• **ASSIGNMENT**
Please give again, word for word, the line that contains "index tip: (208, 209)" and every line after it to the end of the data, with no other lines.

• **Images with bounding boxes**

*** Block opens ***

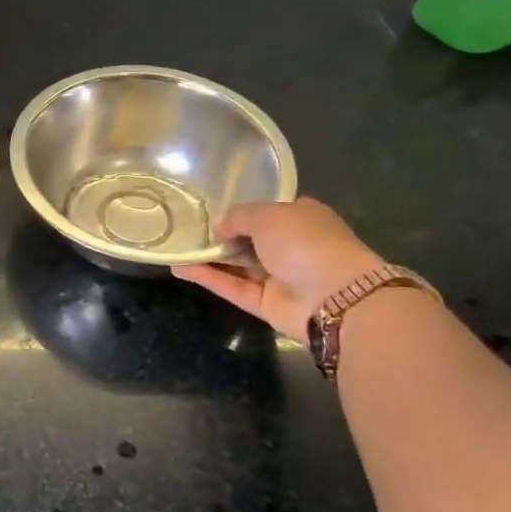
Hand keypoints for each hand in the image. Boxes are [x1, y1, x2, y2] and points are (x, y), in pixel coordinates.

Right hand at [173, 198, 384, 341]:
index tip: (208, 209)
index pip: (266, 212)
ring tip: (175, 248)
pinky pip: (232, 287)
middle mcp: (290, 246)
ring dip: (208, 257)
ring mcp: (278, 276)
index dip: (239, 210)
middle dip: (220, 235)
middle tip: (185, 228)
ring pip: (237, 265)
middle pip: (248, 239)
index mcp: (300, 218)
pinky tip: (179, 268)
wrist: (334, 297)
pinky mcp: (265, 303)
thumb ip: (239, 216)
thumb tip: (220, 227)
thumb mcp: (268, 215)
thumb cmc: (305, 242)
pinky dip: (208, 277)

*** Block closes ***

• **SOLUTION TO THE EXERCISE**
index tip: (208, 209)
index pip: (266, 212)
ring tip: (175, 248)
pinky pip: (232, 287)
middle mcp: (290, 246)
ring dip: (208, 257)
ring mcp: (278, 276)
index dip: (239, 210)
middle dip: (220, 235)
middle tip: (185, 228)
ring pip: (237, 265)
middle pip: (248, 239)
index mcp: (300, 218)
pinky tip: (179, 268)
wrist: (334, 297)
pinky mcp: (265, 303)
thumb ip: (239, 216)
thumb tip: (220, 227)
thumb mcp: (268, 215)
thumb cmc: (305, 242)
pinky dip: (208, 277)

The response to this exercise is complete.